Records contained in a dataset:
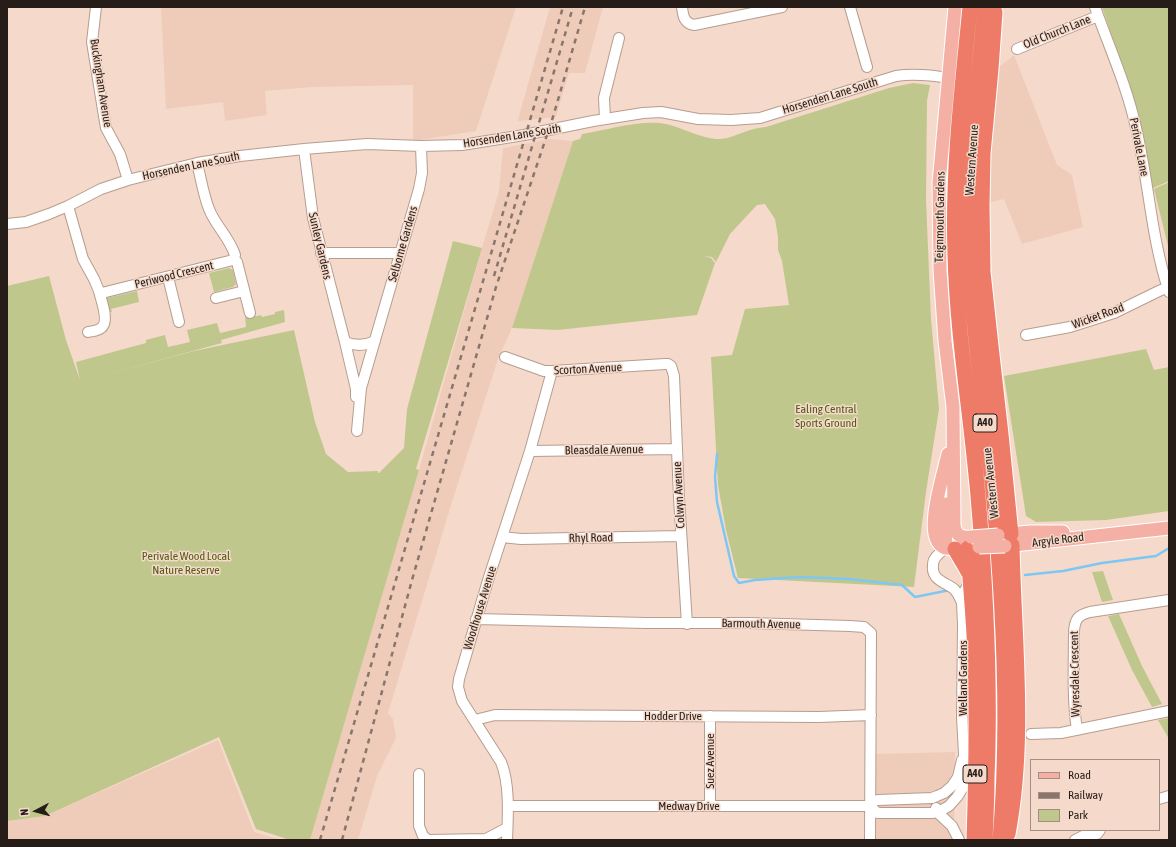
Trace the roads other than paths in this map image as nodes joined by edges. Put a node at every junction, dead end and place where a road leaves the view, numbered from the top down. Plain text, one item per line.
1 (96, 7) edge
2 (682, 7) edge
3 (782, 7) edge
4 (850, 7) edge
5 (955, 7) edge
6 (970, 7) edge
7 (985, 7) edge
8 (995, 7) edge
9 (1097, 12) edge
10 (619, 38) dead end
11 (1016, 49) dead end
12 (867, 67) dead end
13 (949, 78) junction
14 (605, 119) junction
15 (421, 146) junction
16 (304, 149) junction
17 (197, 163) junction
18 (128, 180) junction
19 (68, 206) junction
20 (7, 224) edge
21 (321, 253) junction
22 (400, 253) junction
23 (234, 259) junction
24 (168, 277) junction
25 (1168, 290) edge
26 (99, 291) junction
27 (244, 291) junction
28 (216, 298) dead end
29 (250, 313) dead end
30 (178, 322) dead end
31 (88, 332) dead end
32 (1026, 335) dead end
33 (375, 341) junction
34 (345, 342) junction
35 (505, 357) dead end
36 (671, 366) joint
37 (552, 371) junction
38 (953, 427) junction
39 (358, 431) joint
40 (677, 449) junction
41 (530, 451) junction
42 (953, 459) junction
43 (1169, 528) edge
44 (681, 536) junction
45 (502, 537) junction
46 (1008, 540) junction
47 (963, 544) junction
48 (969, 575) junction
49 (1169, 600) edge
50 (962, 602) junction
51 (476, 619) junction
52 (687, 624) junction
53 (1169, 711) edge
54 (871, 715) junction
55 (710, 716) junction
56 (475, 720) junction
57 (1077, 730) junction
58 (1031, 734) dead end
59 (964, 754) junction
60 (419, 774) dead end
61 (935, 798) junction
62 (508, 806) junction
63 (710, 806) junction
64 (871, 806) junction
65 (937, 812) junction
66 (507, 828) junction
67 (1099, 835) edge
68 (507, 840) edge
69 (870, 840) edge
70 (959, 840) edge
71 (974, 840) edge
72 (985, 840) edge
73 (1000, 840) edge
74 (1007, 840) edge
75 (1075, 840) edge

1 - 18 street, Buckingham Avenue
2 - 3 street
4 - 12 street
5 - 13 main road, Teignmouth Gardens
6 - 72 highway, Western Avenue / A40
7 - 73 highway, Western Avenue / A40
8 - 46 highway, A40
9 - 11 street, Old Church Lane
9 - 25 street, Perivale Lane
10 - 14 street
13 - 14 street, Horsenden Lane South
13 - 38 main road, Teignmouth Gardens
14 - 15 street, Horsenden Lane South
15 - 16 street, Horsenden Lane South
15 - 22 street, Selborne Gardens
16 - 17 street, Horsenden Lane South
16 - 21 street, Sunley Gardens
17 - 18 street, Horsenden Lane South
17 - 23 street
18 - 19 street, Horsenden Lane South
19 - 20 street, Horsenden Lane South
19 - 26 street
21 - 22 street
21 - 34 street, Sunley Gardens
22 - 33 street, Selborne Gardens
23 - 24 street, Periwood Crescent
23 - 27 street
24 - 26 street, Periwood Crescent
24 - 30 street
25 - 32 street, Wicket Road
26 - 31 street
27 - 28 street
27 - 29 street
33 - 34 street
33 - 39 street, Selborne Gardens
34 - 39 street, Sunley Gardens
35 - 37 street, Scorton Avenue
36 - 37 street, Scorton Avenue
36 - 40 street, Colwyn Avenue
37 - 41 street, Woodhouse Avenue
38 - 42 main road
38 - 47 main road
40 - 41 street, Bleasdale Avenue
40 - 44 street, Colwyn Avenue
41 - 45 street, Woodhouse Avenue
42 - 47 main road
42 - 47 main road
43 - 46 main road, Argyle Road
44 - 45 street, Rhyl Road
44 - 52 street, Colwyn Avenue
45 - 51 street, Woodhouse Avenue
46 - 47 main road, Argyle Road, bridge
46 - 74 highway, A40
47 - 48 highway, A40
47 - 50 street
48 - 50 street, Welland Gardens
48 - 71 highway, A40
49 - 57 street, Wyresdale Crescent
50 - 59 street, Welland Gardens
51 - 52 street, Barmouth Avenue
51 - 56 street, Woodhouse Avenue
52 - 54 street, Barmouth Avenue
53 - 57 street
54 - 55 street, Hodder Drive
54 - 64 street, Barmouth Avenue
55 - 56 street, Hodder Drive
55 - 63 street, Suez Avenue
56 - 62 street, Woodhouse Avenue
57 - 58 street
59 - 61 street
59 - 65 street, Welland Gardens
60 - 66 street
61 - 64 street
61 - 65 street
62 - 63 street, Medway Drive
62 - 66 street, Woodhouse Avenue
63 - 64 street, Medway Drive
64 - 65 street
64 - 69 street, Barmouth Avenue
65 - 70 street
66 - 68 street, Woodhouse Avenue
67 - 75 street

# What is being asked
Drop the images and repeat the data exactly.

# Problem solution
Trace the roads other than paths in this map image as nodes joined by edges. Put a node at every junction, dead end and place where a road leaves the view, numbered from the top down. Plain text, one item per line.
1 (96, 7) edge
2 (682, 7) edge
3 (782, 7) edge
4 (850, 7) edge
5 (955, 7) edge
6 (970, 7) edge
7 (985, 7) edge
8 (995, 7) edge
9 (1097, 12) edge
10 (619, 38) dead end
11 (1016, 49) dead end
12 (867, 67) dead end
13 (949, 78) junction
14 (605, 119) junction
15 (421, 146) junction
16 (304, 149) junction
17 (197, 163) junction
18 (128, 180) junction
19 (68, 206) junction
20 (7, 224) edge
21 (321, 253) junction
22 (400, 253) junction
23 (234, 259) junction
24 (168, 277) junction
25 (1168, 290) edge
26 (99, 291) junction
27 (244, 291) junction
28 (216, 298) dead end
29 (250, 313) dead end
30 (178, 322) dead end
31 (88, 332) dead end
32 (1026, 335) dead end
33 (375, 341) junction
34 (345, 342) junction
35 (505, 357) dead end
36 (671, 366) joint
37 (552, 371) junction
38 (953, 427) junction
39 (358, 431) joint
40 (677, 449) junction
41 (530, 451) junction
42 (953, 459) junction
43 (1169, 528) edge
44 (681, 536) junction
45 (502, 537) junction
46 (1008, 540) junction
47 (963, 544) junction
48 (969, 575) junction
49 (1169, 600) edge
50 (962, 602) junction
51 (476, 619) junction
52 (687, 624) junction
53 (1169, 711) edge
54 (871, 715) junction
55 (710, 716) junction
56 (475, 720) junction
57 (1077, 730) junction
58 (1031, 734) dead end
59 (964, 754) junction
60 (419, 774) dead end
61 (935, 798) junction
62 (508, 806) junction
63 (710, 806) junction
64 (871, 806) junction
65 (937, 812) junction
66 (507, 828) junction
67 (1099, 835) edge
68 (507, 840) edge
69 (870, 840) edge
70 (959, 840) edge
71 (974, 840) edge
72 (985, 840) edge
73 (1000, 840) edge
74 (1007, 840) edge
75 (1075, 840) edge

1 - 18 street, Buckingham Avenue
2 - 3 street
4 - 12 street
5 - 13 main road, Teignmouth Gardens
6 - 72 highway, Western Avenue / A40
7 - 73 highway, Western Avenue / A40
8 - 46 highway, A40
9 - 11 street, Old Church Lane
9 - 25 street, Perivale Lane
10 - 14 street
13 - 14 street, Horsenden Lane South
13 - 38 main road, Teignmouth Gardens
14 - 15 street, Horsenden Lane South
15 - 16 street, Horsenden Lane South
15 - 22 street, Selborne Gardens
16 - 17 street, Horsenden Lane South
16 - 21 street, Sunley Gardens
17 - 18 street, Horsenden Lane South
17 - 23 street
18 - 19 street, Horsenden Lane South
19 - 20 street, Horsenden Lane South
19 - 26 street
21 - 22 street
21 - 34 street, Sunley Gardens
22 - 33 street, Selborne Gardens
23 - 24 street, Periwood Crescent
23 - 27 street
24 - 26 street, Periwood Crescent
24 - 30 street
25 - 32 street, Wicket Road
26 - 31 street
27 - 28 street
27 - 29 street
33 - 34 street
33 - 39 street, Selborne Gardens
34 - 39 street, Sunley Gardens
35 - 37 street, Scorton Avenue
36 - 37 street, Scorton Avenue
36 - 40 street, Colwyn Avenue
37 - 41 street, Woodhouse Avenue
38 - 42 main road
38 - 47 main road
40 - 41 street, Bleasdale Avenue
40 - 44 street, Colwyn Avenue
41 - 45 street, Woodhouse Avenue
42 - 47 main road
42 - 47 main road
43 - 46 main road, Argyle Road
44 - 45 street, Rhyl Road
44 - 52 street, Colwyn Avenue
45 - 51 street, Woodhouse Avenue
46 - 47 main road, Argyle Road, bridge
46 - 74 highway, A40
47 - 48 highway, A40
47 - 50 street
48 - 50 street, Welland Gardens
48 - 71 highway, A40
49 - 57 street, Wyresdale Crescent
50 - 59 street, Welland Gardens
51 - 52 street, Barmouth Avenue
51 - 56 street, Woodhouse Avenue
52 - 54 street, Barmouth Avenue
53 - 57 street
54 - 55 street, Hodder Drive
54 - 64 street, Barmouth Avenue
55 - 56 street, Hodder Drive
55 - 63 street, Suez Avenue
56 - 62 street, Woodhouse Avenue
57 - 58 street
59 - 61 street
59 - 65 street, Welland Gardens
60 - 66 street
61 - 64 street
61 - 65 street
62 - 63 street, Medway Drive
62 - 66 street, Woodhouse Avenue
63 - 64 street, Medway Drive
64 - 65 street
64 - 69 street, Barmouth Avenue
65 - 70 street
66 - 68 street, Woodhouse Avenue
67 - 75 street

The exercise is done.